TASK REQUIREMENTS: When the word "hand" appears in a line of the data below, list that line.

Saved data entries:

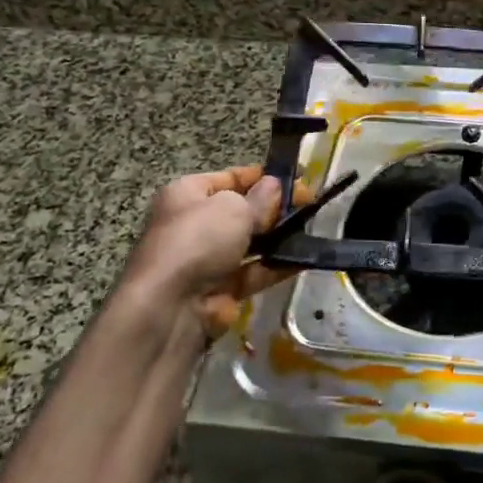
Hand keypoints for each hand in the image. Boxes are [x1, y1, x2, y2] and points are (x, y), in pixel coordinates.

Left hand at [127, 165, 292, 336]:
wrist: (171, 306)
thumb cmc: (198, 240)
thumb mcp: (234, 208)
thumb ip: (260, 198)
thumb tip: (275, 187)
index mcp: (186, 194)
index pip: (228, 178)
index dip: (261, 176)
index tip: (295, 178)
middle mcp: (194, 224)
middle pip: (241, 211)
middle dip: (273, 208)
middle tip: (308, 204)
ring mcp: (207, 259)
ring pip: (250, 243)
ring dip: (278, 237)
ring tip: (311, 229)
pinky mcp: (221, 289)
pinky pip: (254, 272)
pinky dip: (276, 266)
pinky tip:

* * *

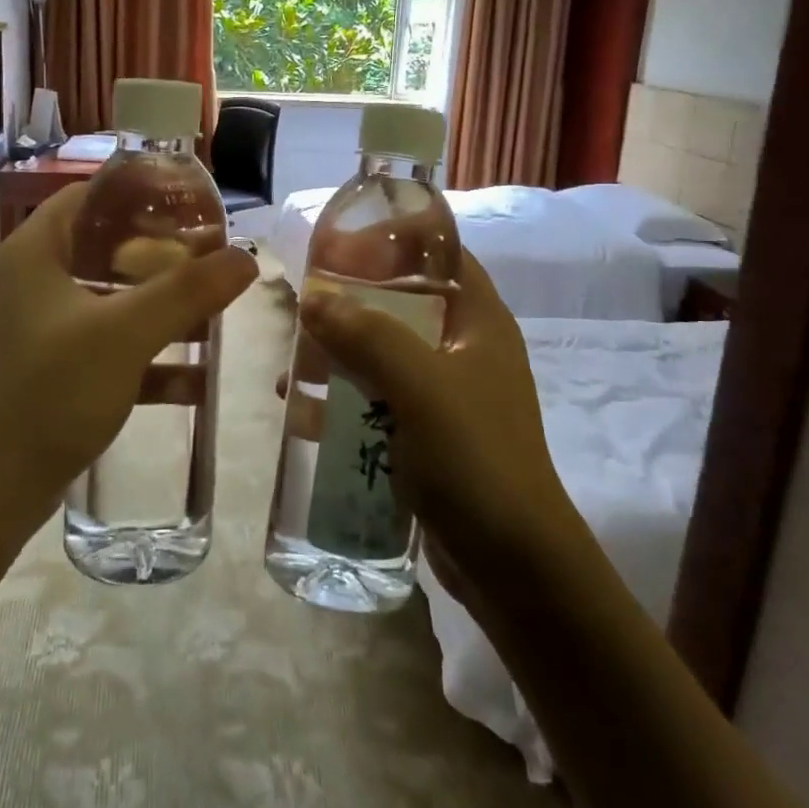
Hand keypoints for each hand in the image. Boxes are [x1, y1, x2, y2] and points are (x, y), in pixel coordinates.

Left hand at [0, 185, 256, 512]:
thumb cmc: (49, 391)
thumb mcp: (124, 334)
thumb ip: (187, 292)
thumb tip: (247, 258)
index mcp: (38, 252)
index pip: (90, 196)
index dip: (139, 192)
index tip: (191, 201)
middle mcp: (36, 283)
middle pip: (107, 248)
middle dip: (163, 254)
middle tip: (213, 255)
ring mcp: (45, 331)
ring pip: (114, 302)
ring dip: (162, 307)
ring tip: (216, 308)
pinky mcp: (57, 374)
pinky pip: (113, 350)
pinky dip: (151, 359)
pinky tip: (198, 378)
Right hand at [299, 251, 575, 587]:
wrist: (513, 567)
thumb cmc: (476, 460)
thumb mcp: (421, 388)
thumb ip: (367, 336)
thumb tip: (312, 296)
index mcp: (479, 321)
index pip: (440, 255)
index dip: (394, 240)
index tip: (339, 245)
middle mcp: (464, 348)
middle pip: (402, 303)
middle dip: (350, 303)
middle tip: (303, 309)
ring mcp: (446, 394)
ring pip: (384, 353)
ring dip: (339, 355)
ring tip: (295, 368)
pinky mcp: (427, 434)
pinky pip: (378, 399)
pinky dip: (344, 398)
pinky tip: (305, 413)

...

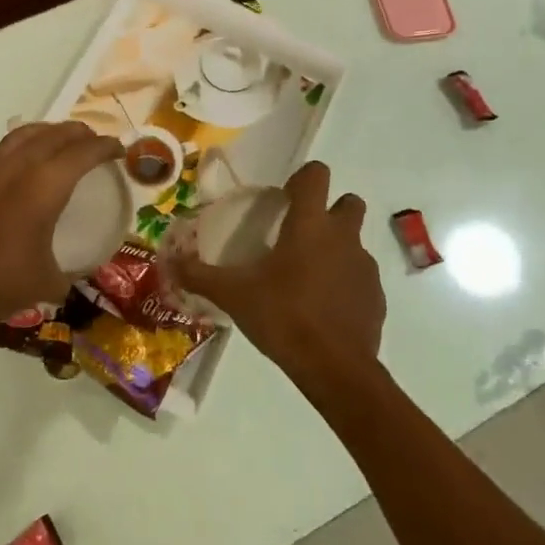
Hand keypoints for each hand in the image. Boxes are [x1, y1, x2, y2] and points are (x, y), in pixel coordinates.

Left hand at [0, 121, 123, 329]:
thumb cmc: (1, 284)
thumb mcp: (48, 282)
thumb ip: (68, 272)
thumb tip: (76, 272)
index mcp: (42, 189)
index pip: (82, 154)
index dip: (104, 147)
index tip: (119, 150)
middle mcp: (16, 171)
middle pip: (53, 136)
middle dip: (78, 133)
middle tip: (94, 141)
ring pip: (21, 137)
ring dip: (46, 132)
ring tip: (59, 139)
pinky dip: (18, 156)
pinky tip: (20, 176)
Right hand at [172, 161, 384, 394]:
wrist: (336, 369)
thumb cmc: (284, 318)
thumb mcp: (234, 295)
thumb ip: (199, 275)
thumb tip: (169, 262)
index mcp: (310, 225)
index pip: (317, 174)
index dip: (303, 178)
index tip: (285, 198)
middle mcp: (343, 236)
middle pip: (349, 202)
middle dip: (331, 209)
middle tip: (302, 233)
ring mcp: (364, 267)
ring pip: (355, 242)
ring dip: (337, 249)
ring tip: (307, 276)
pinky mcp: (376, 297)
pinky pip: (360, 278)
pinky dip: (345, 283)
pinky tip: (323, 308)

SOLVED PROBLEM:
Hand keypoints for each hand in the image. Boxes are [x1, y1, x2, y2] and points are (x, y), in pixel coordinates.
Left hand at [127, 165, 292, 336]:
Hand keypoints for each hand in the image. Boxes are [x1, y1, x2, y2] and points are (x, y), in pixel coordinates.
Left hand at [0, 185, 256, 512]:
Right hand at [299, 251, 575, 587]:
Hand keypoints for each hand in the image. Boxes are [x1, y1, x2, y2] and points are (x, y), in pixel coordinates.
Left hand at [0, 121, 123, 329]:
Right hand at [172, 161, 384, 394]:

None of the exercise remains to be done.